───── Material provided ─────

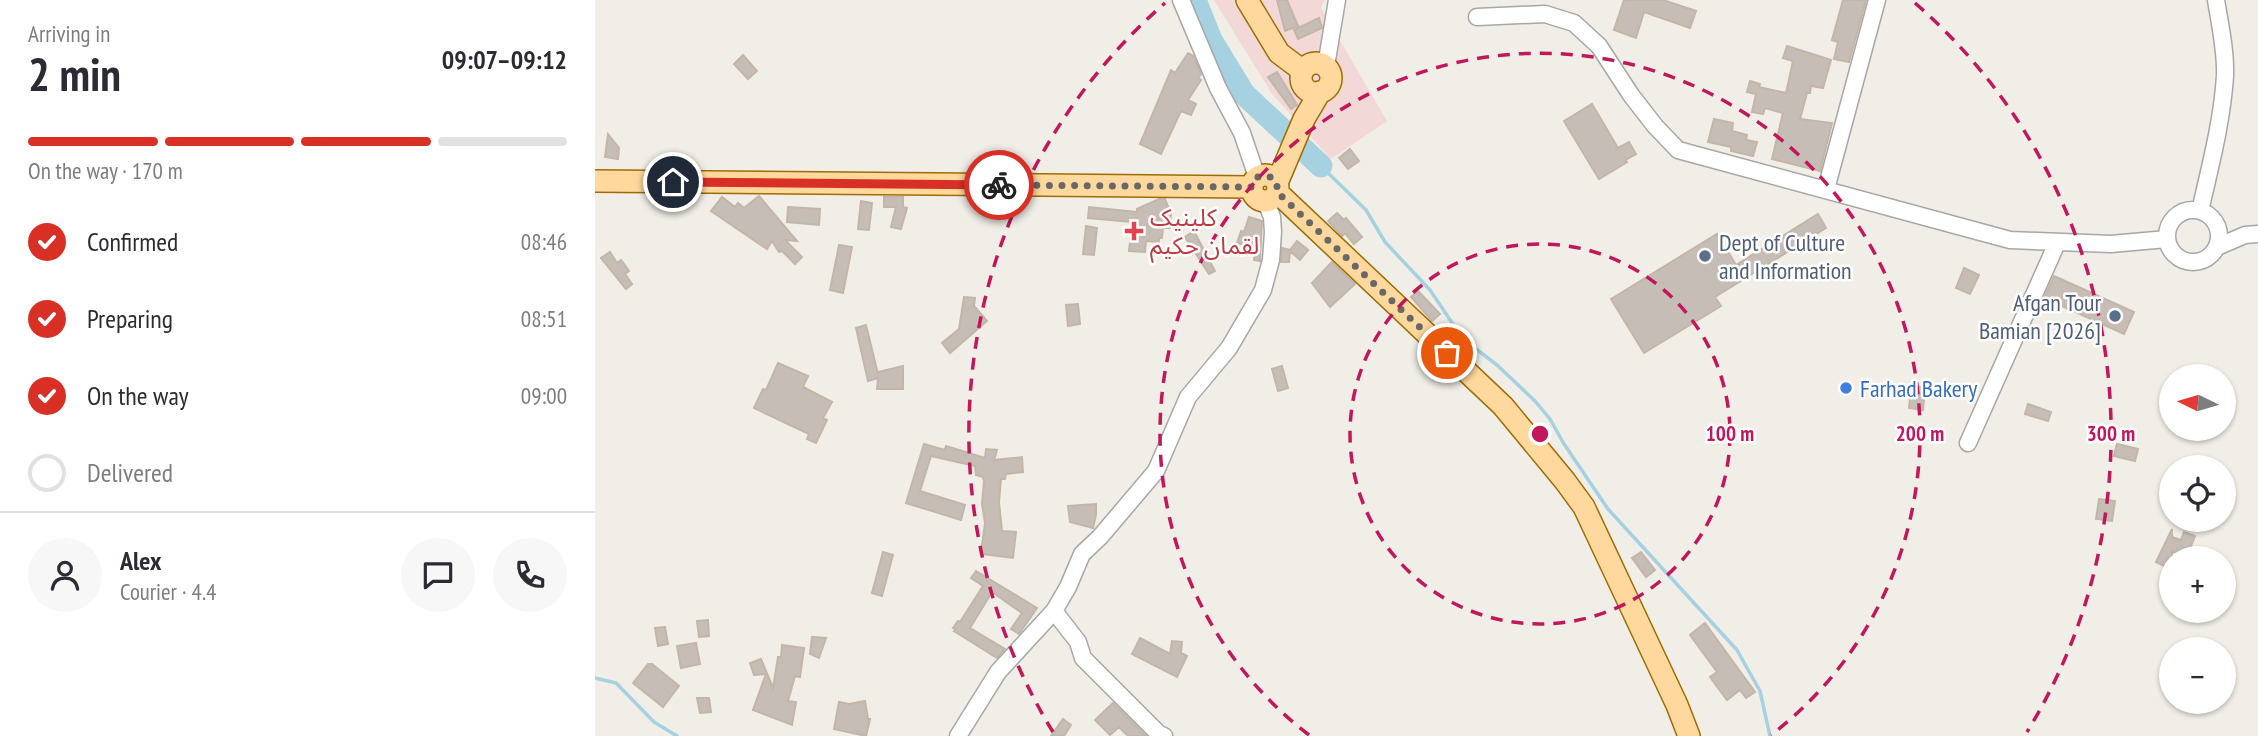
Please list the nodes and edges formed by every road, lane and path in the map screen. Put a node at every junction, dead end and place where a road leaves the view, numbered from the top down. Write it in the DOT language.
graph roads {
  1 [pos="1181,0"];
  2 [pos="1247,0"];
  3 [pos="1337,0"];
  4 [pos="1877,0"];
  5 [pos="2216,0"];
  6 [pos="1477,17"];
  7 [pos="1326,66"];
  8 [pos="1311,85"];
  9 [pos="1270,179"];
  10 [pos="595,181"];
  11 [pos="1826,189"];
  12 [pos="2200,211"];
  13 [pos="2214,221"];
  14 [pos="2252,235"];
  15 [pos="2168,239"];
  16 [pos="2057,243"];
  17 [pos="2217,247"];
  18 [pos="1968,443"];
  19 [pos="1053,611"];
  20 [pos="958,736"];
  21 [pos="1164,736"];
  22 [pos="1689,736"];
  1 -- 9 [label="street"];
  2 -- 8 [label="main road"];
  3 -- 7 [label="street"];
  4 -- 11 [label="street"];
  5 -- 12 [label="street"];
  6 -- 11 [label="street"];
  7 -- 8 [label="main road"];
  8 -- 9 [label="main road"];
  9 -- 10 [label="main road"];
  9 -- 19 [label="street"];
  9 -- 22 [label="main road"];
  11 -- 16 [label="street"];
  12 -- 13 [label="street"];
  12 -- 15 [label="street"];
  13 -- 14 [label="street"];
  13 -- 17 [label="street"];
  14 -- 17 [label="street"];
  15 -- 16 [label="street"];
  15 -- 17 [label="street"];
  16 -- 18 [label="street"];
  19 -- 20 [label="street"];
  19 -- 21 [label="street"];
}
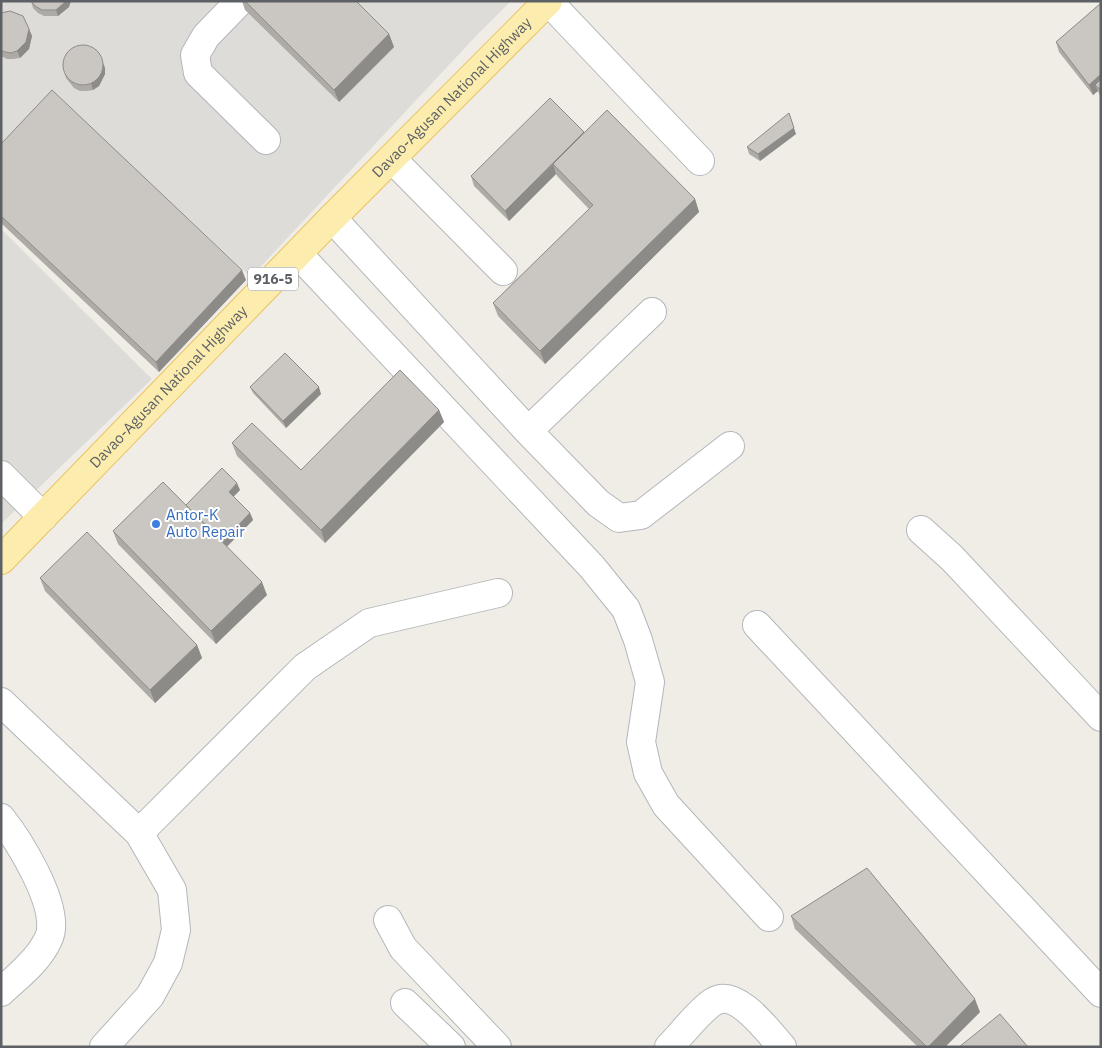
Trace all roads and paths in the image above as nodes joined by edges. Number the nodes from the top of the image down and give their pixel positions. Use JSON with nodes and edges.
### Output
{"nodes":[{"id":1,"x":240,"y":1,"type":"edge"},
{"id":2,"x":548,"y":1,"type":"edge"},
{"id":3,"x":266,"y":140,"type":"dead end"},
{"id":4,"x":392,"y":159,"type":"junction"},
{"id":5,"x":700,"y":161,"type":"dead end"},
{"id":6,"x":332,"y":218,"type":"junction"},
{"id":7,"x":298,"y":254,"type":"junction"},
{"id":8,"x":503,"y":271,"type":"dead end"},
{"id":9,"x":652,"y":312,"type":"dead end"},
{"id":10,"x":528,"y":430,"type":"junction"},
{"id":11,"x":730,"y":446,"type":"dead end"},
{"id":12,"x":1,"y":475,"type":"edge"},
{"id":13,"x":43,"y":517,"type":"junction"},
{"id":14,"x":921,"y":530,"type":"dead end"},
{"id":15,"x":1,"y":560,"type":"edge"},
{"id":16,"x":498,"y":594,"type":"dead end"},
{"id":17,"x":757,"y":625,"type":"dead end"},
{"id":18,"x":1,"y":702,"type":"edge"},
{"id":19,"x":1101,"y":717,"type":"edge"},
{"id":20,"x":1,"y":818,"type":"edge"},
{"id":21,"x":139,"y":833,"type":"junction"},
{"id":22,"x":769,"y":917,"type":"dead end"},
{"id":23,"x":388,"y":920,"type":"dead end"},
{"id":24,"x":1,"y":992,"type":"edge"},
{"id":25,"x":1101,"y":994,"type":"edge"},
{"id":26,"x":406,"y":1003,"type":"dead end"},
{"id":27,"x":104,"y":1047,"type":"edge"},
{"id":28,"x":451,"y":1047,"type":"edge"},
{"id":29,"x":497,"y":1047,"type":"edge"},
{"id":30,"x":669,"y":1047,"type":"edge"},
{"id":31,"x":782,"y":1047,"type":"edge"}],
"edges":[{"from":1,"to":3,"type":"street"},
{"from":2,"to":4,"type":"main road","name":"Davao-Agusan National Highway","number":"916-5"},
{"from":2,"to":5,"type":"street"},
{"from":4,"to":6,"type":"main road","name":"Davao-Agusan National Highway","number":"916-5"},
{"from":4,"to":8,"type":"street"},
{"from":6,"to":7,"type":"main road","name":"Davao-Agusan National Highway","number":"916-5"},
{"from":6,"to":10,"type":"street"},
{"from":7,"to":13,"type":"main road","name":"Davao-Agusan National Highway","number":"916-5"},
{"from":7,"to":22,"type":"street"},
{"from":9,"to":10,"type":"street"},
{"from":10,"to":11,"type":"street"},
{"from":12,"to":13,"type":"street"},
{"from":13,"to":15,"type":"main road","name":"Davao-Agusan National Highway","number":"916-5"},
{"from":14,"to":19,"type":"street"},
{"from":16,"to":21,"type":"street"},
{"from":17,"to":25,"type":"street"},
{"from":18,"to":21,"type":"street"},
{"from":20,"to":24,"type":"street"},
{"from":21,"to":27,"type":"street"},
{"from":23,"to":29,"type":"street"},
{"from":26,"to":28,"type":"street"},
{"from":30,"to":31,"type":"street"}]}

─────

* How to complete this task
Within the records above, each line containing "main" is to be returned.

* Problem solution
  2 -- 8 [label="main road"];
  7 -- 8 [label="main road"];
  8 -- 9 [label="main road"];
  9 -- 10 [label="main road"];
  9 -- 22 [label="main road"];
{"from":2,"to":4,"type":"main road","name":"Davao-Agusan National Highway","number":"916-5"},
{"from":4,"to":6,"type":"main road","name":"Davao-Agusan National Highway","number":"916-5"},
{"from":6,"to":7,"type":"main road","name":"Davao-Agusan National Highway","number":"916-5"},
{"from":7,"to":13,"type":"main road","name":"Davao-Agusan National Highway","number":"916-5"},
{"from":13,"to":15,"type":"main road","name":"Davao-Agusan National Highway","number":"916-5"},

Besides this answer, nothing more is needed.